My goal: shrink that remaining 14 year repayment amortization down to less than 2 years. That would be sweet. Wish me luck!

The chopping block: college days debt

If you know me, you know that I hate debt. I got into debt pretty bad about 8 years ago. I got a MasterCard when I was in college, racked up a lot of debt and couldn’t pay it off. That was a hard time in my life. I didn’t know what to do, I couldn’t even pay the monthly minimum, I had collectors calling me. I felt like a bad person and a failure. If you haven’t yet seen this movie, definitely rent Maxed Out, a horrific documentary on American consumer debt.

So I went years without having a credit card. Elise and I now have one credit card that we’re very responsible with, and we pay the balance every single month. We have a mortgage that, unfortunately, I don’t have the six-figures worth of cash to pay of its balance, but I’m cool with having a mortgage as our house was a great investment. And now more recently, we have a car payment because our old Expedition was on the verge of needing some serious mechanic love, and I’d rather get rid of it before it became a problem.

And we have our consolidated student loan that we’ve been paying on for six years. And I’m sick of paying that stupid $219.08 a month. I know that number very well. I’ve seen it drafted from our checking account on the 21st of every month for the past six years. So I’m attacking that debt with full force now. That $219.08 could be working for me in some type of investment.

I emailed Direct Loans (which is run by the U.S. Department of Education) and asked, “if I send an extra payment each month, how can I be assured that the extra will be applied to the principal of our loan?” I asked this because I do the same with our mortgage. Every year I send an extra payment or two and it’s applied to the principal of our loan.

The response that I received indicated that any extra payment that is received will first be applied to any outstanding interest, and the remainder will be applied to the principal. I was also told that interest accrues daily.

So in my reply, I asked, “so, if you draft my checking account on the 21st of every month, and if I sent you an extra payment and it got to you on the 22nd, I’d be paying mostly on the principal, right?”

I received an email response that, if I were to hear the person’s voice who was answering my question, I could totally hear that voice, very sheepishly say, “yes, that would be how you could pay down your loan a lot faster.”

So, I’m stupid for having waited so long to take action on getting this loan out of our life. Elise and I both having degrees is great, I wouldn’t want it any other way, but I want to be done with paying for school. I’ve got a kid whose college education I should be focusing on, not mine, not Elise’s. We’re done with school.
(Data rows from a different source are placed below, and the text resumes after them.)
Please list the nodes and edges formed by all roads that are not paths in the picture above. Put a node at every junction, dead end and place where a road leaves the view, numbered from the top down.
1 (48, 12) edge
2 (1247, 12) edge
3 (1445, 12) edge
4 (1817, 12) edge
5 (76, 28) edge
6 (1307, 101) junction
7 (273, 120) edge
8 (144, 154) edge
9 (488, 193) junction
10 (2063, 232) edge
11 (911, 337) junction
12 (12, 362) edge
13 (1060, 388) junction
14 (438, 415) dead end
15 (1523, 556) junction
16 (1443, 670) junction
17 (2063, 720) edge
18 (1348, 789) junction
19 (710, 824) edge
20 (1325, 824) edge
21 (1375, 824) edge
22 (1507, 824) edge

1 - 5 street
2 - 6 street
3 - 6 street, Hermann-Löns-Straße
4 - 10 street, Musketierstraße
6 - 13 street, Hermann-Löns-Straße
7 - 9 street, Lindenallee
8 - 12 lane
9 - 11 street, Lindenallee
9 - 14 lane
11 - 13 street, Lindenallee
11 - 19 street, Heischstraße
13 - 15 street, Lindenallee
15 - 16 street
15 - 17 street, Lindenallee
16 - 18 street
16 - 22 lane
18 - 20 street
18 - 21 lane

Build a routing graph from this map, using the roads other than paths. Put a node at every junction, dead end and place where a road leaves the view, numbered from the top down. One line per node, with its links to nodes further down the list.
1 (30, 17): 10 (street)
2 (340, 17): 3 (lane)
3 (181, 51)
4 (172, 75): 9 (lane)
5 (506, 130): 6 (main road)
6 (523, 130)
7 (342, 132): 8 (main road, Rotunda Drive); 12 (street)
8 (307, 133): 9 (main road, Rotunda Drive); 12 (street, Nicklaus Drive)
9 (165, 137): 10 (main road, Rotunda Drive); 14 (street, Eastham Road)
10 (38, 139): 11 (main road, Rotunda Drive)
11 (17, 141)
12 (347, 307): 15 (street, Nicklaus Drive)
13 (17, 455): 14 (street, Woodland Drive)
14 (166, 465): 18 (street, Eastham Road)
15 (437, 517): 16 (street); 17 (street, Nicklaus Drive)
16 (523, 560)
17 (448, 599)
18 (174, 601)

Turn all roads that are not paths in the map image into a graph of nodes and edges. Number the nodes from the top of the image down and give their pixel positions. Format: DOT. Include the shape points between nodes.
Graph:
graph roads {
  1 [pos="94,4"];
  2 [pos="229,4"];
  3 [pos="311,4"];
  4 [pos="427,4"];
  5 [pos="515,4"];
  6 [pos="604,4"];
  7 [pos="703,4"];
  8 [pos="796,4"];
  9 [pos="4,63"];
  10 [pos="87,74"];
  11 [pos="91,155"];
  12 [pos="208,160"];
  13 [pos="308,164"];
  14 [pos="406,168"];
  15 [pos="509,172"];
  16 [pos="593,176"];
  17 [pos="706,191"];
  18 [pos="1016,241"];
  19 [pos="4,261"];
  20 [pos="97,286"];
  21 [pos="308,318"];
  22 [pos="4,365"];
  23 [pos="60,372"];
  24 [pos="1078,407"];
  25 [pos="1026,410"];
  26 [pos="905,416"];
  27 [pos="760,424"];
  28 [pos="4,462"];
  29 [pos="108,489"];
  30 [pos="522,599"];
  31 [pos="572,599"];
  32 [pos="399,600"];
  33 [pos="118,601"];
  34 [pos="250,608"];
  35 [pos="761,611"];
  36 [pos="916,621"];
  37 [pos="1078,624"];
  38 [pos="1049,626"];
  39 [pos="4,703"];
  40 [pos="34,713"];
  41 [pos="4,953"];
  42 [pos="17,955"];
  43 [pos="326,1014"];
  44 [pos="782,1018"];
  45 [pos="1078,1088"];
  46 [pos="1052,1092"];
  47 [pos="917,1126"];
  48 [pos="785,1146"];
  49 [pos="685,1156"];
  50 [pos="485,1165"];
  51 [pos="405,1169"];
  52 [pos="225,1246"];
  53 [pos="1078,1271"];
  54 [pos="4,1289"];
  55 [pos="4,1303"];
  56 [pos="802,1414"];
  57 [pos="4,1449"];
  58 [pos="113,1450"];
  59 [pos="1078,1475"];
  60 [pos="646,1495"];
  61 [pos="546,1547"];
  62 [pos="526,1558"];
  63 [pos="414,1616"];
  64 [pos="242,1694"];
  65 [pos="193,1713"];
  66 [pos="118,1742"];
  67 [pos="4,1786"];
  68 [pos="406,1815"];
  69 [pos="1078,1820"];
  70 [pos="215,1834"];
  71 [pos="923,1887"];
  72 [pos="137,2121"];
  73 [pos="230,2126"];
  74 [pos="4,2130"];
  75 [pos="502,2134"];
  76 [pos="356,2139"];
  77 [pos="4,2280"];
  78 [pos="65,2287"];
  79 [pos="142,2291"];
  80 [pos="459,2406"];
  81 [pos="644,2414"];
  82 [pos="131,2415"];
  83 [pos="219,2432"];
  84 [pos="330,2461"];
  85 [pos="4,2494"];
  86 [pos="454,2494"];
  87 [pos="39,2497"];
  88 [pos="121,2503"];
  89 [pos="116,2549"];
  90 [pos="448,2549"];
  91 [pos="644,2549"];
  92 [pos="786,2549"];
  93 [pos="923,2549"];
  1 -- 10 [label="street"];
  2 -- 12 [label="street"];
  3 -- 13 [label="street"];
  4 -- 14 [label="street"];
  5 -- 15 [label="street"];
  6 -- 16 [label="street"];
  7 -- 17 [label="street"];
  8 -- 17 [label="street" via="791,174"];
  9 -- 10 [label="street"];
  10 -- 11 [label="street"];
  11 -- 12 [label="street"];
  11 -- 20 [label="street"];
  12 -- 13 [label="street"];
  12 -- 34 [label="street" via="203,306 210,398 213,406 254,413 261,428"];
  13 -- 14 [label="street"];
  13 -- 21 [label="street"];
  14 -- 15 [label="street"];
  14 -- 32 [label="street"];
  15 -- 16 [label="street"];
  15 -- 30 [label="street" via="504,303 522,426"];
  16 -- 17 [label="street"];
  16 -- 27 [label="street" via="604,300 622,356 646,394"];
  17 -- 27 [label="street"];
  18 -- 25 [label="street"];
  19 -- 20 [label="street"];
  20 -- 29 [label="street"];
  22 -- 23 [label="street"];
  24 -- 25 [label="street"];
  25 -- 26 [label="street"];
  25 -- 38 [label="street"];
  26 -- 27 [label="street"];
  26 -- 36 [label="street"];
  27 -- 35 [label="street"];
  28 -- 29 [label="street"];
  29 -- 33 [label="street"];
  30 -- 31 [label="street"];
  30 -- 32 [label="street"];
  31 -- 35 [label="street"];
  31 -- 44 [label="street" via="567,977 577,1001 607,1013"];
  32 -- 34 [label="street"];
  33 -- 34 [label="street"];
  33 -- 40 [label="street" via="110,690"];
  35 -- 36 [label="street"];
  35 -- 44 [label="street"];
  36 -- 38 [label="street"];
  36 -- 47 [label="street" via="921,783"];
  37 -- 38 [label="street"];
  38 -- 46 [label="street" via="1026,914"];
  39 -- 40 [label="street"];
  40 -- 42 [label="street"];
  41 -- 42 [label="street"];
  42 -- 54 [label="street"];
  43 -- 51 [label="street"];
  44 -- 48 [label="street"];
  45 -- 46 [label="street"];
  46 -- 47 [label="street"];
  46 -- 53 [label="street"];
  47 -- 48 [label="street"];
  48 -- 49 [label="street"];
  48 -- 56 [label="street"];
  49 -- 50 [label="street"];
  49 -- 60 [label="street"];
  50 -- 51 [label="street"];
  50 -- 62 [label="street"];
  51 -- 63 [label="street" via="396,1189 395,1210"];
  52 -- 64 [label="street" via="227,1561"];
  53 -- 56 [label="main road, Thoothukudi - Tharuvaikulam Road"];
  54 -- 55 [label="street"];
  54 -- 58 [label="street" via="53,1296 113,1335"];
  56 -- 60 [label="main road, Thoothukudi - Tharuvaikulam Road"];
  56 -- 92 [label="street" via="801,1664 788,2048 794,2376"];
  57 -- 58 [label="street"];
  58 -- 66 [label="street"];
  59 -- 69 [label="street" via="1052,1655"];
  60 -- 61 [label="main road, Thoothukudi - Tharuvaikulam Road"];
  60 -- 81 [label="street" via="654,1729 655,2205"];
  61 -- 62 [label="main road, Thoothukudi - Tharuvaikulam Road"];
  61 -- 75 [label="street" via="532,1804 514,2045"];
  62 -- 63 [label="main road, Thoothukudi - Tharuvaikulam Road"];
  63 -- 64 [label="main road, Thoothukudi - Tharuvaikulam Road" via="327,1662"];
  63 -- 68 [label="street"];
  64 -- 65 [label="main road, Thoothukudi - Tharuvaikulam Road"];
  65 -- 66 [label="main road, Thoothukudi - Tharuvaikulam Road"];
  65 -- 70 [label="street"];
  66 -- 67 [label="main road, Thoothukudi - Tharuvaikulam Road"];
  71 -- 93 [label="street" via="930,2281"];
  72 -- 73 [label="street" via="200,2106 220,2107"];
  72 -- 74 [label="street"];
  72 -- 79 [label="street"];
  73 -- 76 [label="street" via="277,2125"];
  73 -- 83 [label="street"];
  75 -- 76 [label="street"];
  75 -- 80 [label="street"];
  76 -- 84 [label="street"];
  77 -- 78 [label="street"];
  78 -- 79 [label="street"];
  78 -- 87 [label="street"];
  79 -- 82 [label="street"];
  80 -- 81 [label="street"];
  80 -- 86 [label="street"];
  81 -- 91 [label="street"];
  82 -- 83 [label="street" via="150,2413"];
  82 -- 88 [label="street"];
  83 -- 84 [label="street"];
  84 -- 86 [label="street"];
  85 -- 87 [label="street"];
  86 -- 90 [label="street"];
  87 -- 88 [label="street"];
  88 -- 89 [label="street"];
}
So I setup and automatic payment in our account on our bank’s website to double-up on our student loan payment, and to make sure that my extra payment is received shortly after the 21st of each month, and is applied appropriately. I’m sure I’ll have to monitor this for a few months, just to make sure things are handled the way that I want them to be handled.

And, as the one-two punch, I’ve done pretty well in the stock market over the past 5 years. So, thanks go to Apple, Inc., Salesforce.com and Disney. I’m going to be selling some stocks and put a huge dent in our student loan balance.

If I left things they way they were last week, I’d be 46-years-old when we’d be making the last payment on our student loan and we would have paid nearly $15,000 in interest. And that’s not how I want things to be.

So, Student Loan, you’re goin’ down!